C’est une manière de désigner la structure et les particularités de l’expérience menée à Loos. Autour d’un socle de valeurs communes, nous avons souhaité nous appuyer sur quatre piliers, à commencer par l’implication des habitants. C’est elle et pas l’action publique qui fait que les circuits courts se développent ou que 10 % de nos surfaces agricoles sont aujourd’hui cultivées en bio pour une moyenne nationale à 4 %. Obtenir un tel résultat suppose d’avoir convaincu les agriculteurs de se lancer et les consommateurs d’adhérer. Le deuxième pilier touche à la démarche systémique : nous faisons en sorte de réfléchir aux conséquences de chaque nouvelle initiative sans nous arrêter à son intérêt immédiat. Cette volonté suppose un travail transversal considérable mais cette sortie de la pensée en silo permet d’éviter la mise en place de politiques incohérentes ou paradoxales. Le troisième pilier consiste à créer un terreau d’innovation. Donc d’oser essayer, d’oser proposer telle ou telle innovation, d’oser penser autrement et d’oser désobéir à l’habitude et au prêt-à-penser.
Vous évoquiez quatre piliers…
Le dernier pilier consiste à rendre le développement durable désirable. On ne fait pas changer les comportements en culpabilisant les gens, en les punissant ou en leur faisant la morale mais en réhabilitant le rêve et l’imaginaire, en passant d’une logique de défiance ou d’abandon à une logique d’espérance. A Loos, cela consiste à montrer que la ville se relève du charbon pour imaginer autre chose, et le faire autrement. Pour atteindre cette étoile, on sème des petits cailloux. Installer une toiture solaire sur le toit de l’église, ce n’est pas grand-chose : à peine l’équivalent de la consommation énergétique annuelle de douze ménages. Supprimer les produits phytosanitaires, mettre des corridors biologiques en place et voir les pic-vert revenir dans le centre-ville, ça ne change pas le monde. Mais c’est un petit caillou…
Est-ce une forme de démonstration par la preuve ?
Bien sûr ! Pour sensibiliser la population, je peux proposer une conférence de trois heures sur l’écoconstruction : il y a fort à parier que personne n’y assistera. Mais lorsque le journal municipal publie la facture énergétique annuelle du locataire d’un T4, limitée à 148 euros, le message passe d’autant mieux qu’il repose sur un élément factuel. Les gens ont besoin de preuves et chaque nouveau petit caillou renforce notre dynamique.
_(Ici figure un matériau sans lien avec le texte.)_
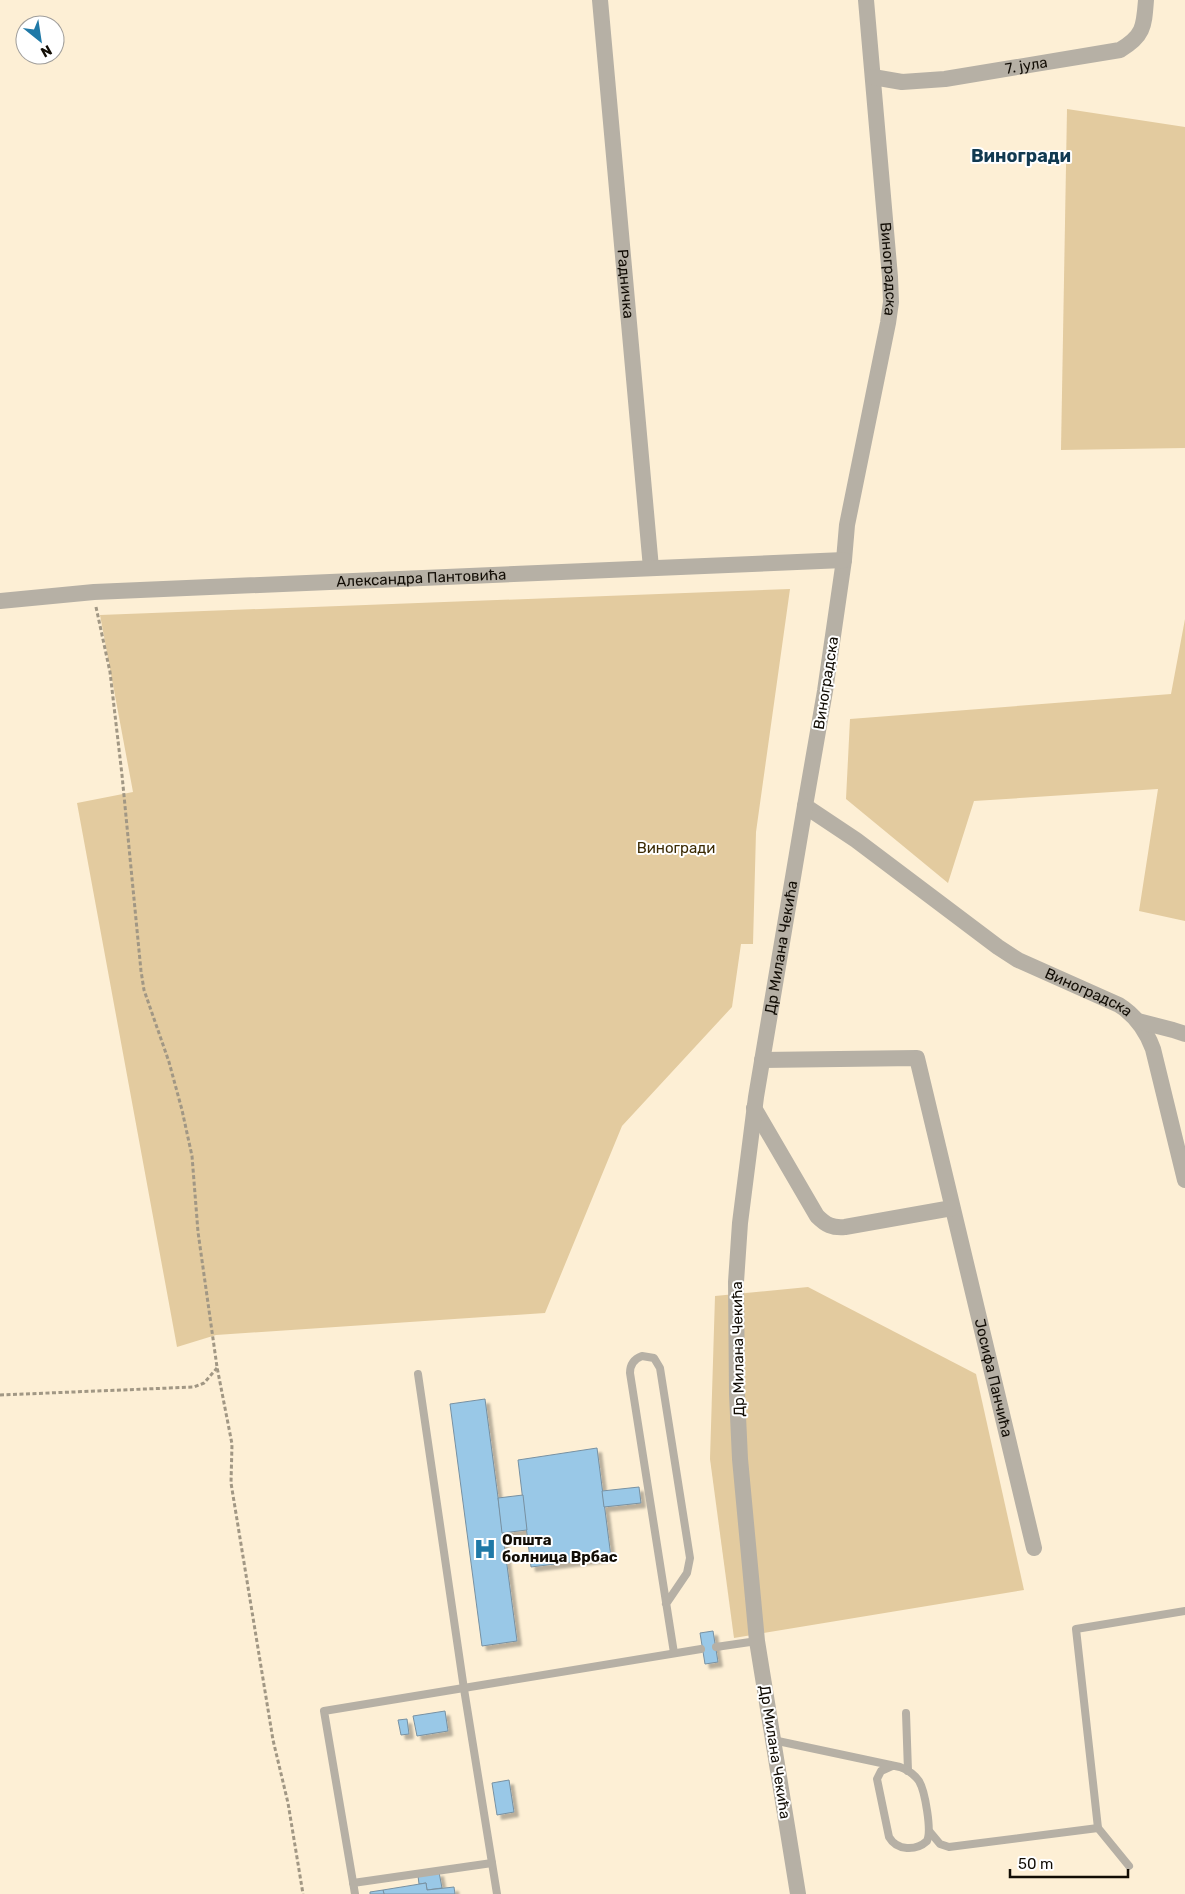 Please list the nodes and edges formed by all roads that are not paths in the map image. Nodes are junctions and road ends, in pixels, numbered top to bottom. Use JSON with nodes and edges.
{"nodes":[{"id":1,"x":600,"y":0,"type":"edge"},
{"id":2,"x":866,"y":0,"type":"edge"},
{"id":3,"x":1146,"y":0,"type":"edge"},
{"id":4,"x":873,"y":77,"type":"junction"},
{"id":5,"x":844,"y":560,"type":"junction"},
{"id":6,"x":651,"y":568,"type":"junction"},
{"id":7,"x":0,"y":600,"type":"edge"},
{"id":8,"x":805,"y":806,"type":"junction"},
{"id":9,"x":1138,"y":1021,"type":"junction"},
{"id":10,"x":1185,"y":1034,"type":"edge"},
{"id":11,"x":762,"y":1060,"type":"junction"},
{"id":12,"x":754,"y":1108,"type":"junction"},
{"id":13,"x":1185,"y":1180,"type":"edge"},
{"id":14,"x":952,"y":1208,"type":"junction"},
{"id":15,"x":418,"y":1374,"type":"dead end"},
{"id":16,"x":1034,"y":1548,"type":"dead end"},
{"id":17,"x":666,"y":1604,"type":"junction"},
{"id":18,"x":1184,"y":1611,"type":"edge"},
{"id":19,"x":1185,"y":1621,"type":"edge"},
{"id":20,"x":757,"y":1641,"type":"junction"},
{"id":21,"x":716,"y":1647,"type":"dead end"},
{"id":22,"x":701,"y":1649,"type":"dead end"},
{"id":23,"x":674,"y":1653,"type":"junction"},
{"id":24,"x":464,"y":1689,"type":"junction"},
{"id":25,"x":906,"y":1713,"type":"dead end"},
{"id":26,"x":773,"y":1740,"type":"junction"},
{"id":27,"x":892,"y":1766,"type":"junction"},
{"id":28,"x":908,"y":1771,"type":"junction"},
{"id":29,"x":1098,"y":1828,"type":"junction"},
{"id":30,"x":930,"y":1832,"type":"junction"},
{"id":31,"x":492,"y":1863,"type":"junction"},
{"id":32,"x":1129,"y":1866,"type":"dead end"},
{"id":33,"x":353,"y":1883,"type":"junction"},
{"id":34,"x":355,"y":1894,"type":"edge"},
{"id":35,"x":497,"y":1894,"type":"edge"},
{"id":36,"x":798,"y":1894,"type":"edge"}],
"edges":[{"from":1,"to":6,"type":"street","name":"Радничка"},
{"from":2,"to":4,"type":"street","name":"Виноградска"},
{"from":3,"to":4,"type":"street","name":"7. јула"},
{"from":4,"to":5,"type":"street","name":"Виноградска"},
{"from":5,"to":6,"type":"street","name":"Александра Пантовића"},
{"from":5,"to":8,"type":"street","name":"Виноградска"},
{"from":6,"to":7,"type":"street","name":"Александра Пантовића"},
{"from":8,"to":9,"type":"street","name":"Виноградска"},
{"from":8,"to":11,"type":"street","name":"Др Милана Чекића"},
{"from":9,"to":10,"type":"street"},
{"from":9,"to":13,"type":"street","name":"Виноградска"},
{"from":11,"to":12,"type":"street","name":"Др Милана Чекића"},
{"from":11,"to":14,"type":"street","name":"Јосифа Панчића"},
{"from":12,"to":14,"type":"street"},
{"from":12,"to":20,"type":"street","name":"Др Милана Чекића"},
{"from":14,"to":16,"type":"street","name":"Јосифа Панчића"},
{"from":15,"to":24,"type":"lane"},
{"from":17,"to":17,"type":"lane"},
{"from":17,"to":23,"type":"lane"},
{"from":18,"to":19,"type":"lane"},
{"from":18,"to":29,"type":"lane"},
{"from":20,"to":21,"type":"lane"},
{"from":20,"to":26,"type":"street","name":"Др Милана Чекића"},
{"from":22,"to":23,"type":"lane"},
{"from":23,"to":24,"type":"lane"},
{"from":24,"to":31,"type":"lane"},
{"from":24,"to":33,"type":"lane"},
{"from":25,"to":28,"type":"lane"},
{"from":26,"to":27,"type":"lane"},
{"from":26,"to":36,"type":"street","name":"Др Милана Чекића"},
{"from":27,"to":28,"type":"lane"},
{"from":27,"to":30,"type":"lane"},
{"from":28,"to":30,"type":"lane"},
{"from":29,"to":30,"type":"lane"},
{"from":29,"to":32,"type":"lane"},
{"from":31,"to":33,"type":"lane"},
{"from":31,"to":35,"type":"lane"},
{"from":33,"to":34,"type":"lane"}]}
De proche en proche, ces résultats concrets sont autant de petites victoires qui contribuent à redonner à chacun confiance en soi, en ses voisins et en l’action publique.
Votre modèle est-il déclinable ailleurs ?
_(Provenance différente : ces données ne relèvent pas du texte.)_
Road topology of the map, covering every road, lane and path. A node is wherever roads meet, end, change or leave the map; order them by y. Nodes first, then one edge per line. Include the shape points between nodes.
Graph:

C’est tout l’intérêt de ce code-source, qui peut être resté et adapté sur d’autres territoires. C’est la raison qui fait que des élus de tous bords s’intéressent au modèle de Loos, comme le maire de Fourmies que j’ai accepté d’accompagner en dehors de tout esprit partisan. Nous ne sommes pas des sauveurs : notre modèle n’est pas exempt d’erreurs et n’est pas nécessairement transposable dans des territoires qui n’ont pas subi le choc de désindustrialisation qui nous a touché. Ainsi, comment porter les thématiques qui nous sont chères à Nantes ou à Lyon, alors que ces territoires ne rencontrent pas de problèmes majeurs ? Notre réponse reste locale, mais et nous pouvons aider d’autres territoires à développer leur propre code-source. C’est en créant des cellules souches un peu partout en France et dans le monde, en tissant des liens entre elles, que nous ferons naître un nouvel écosystème global.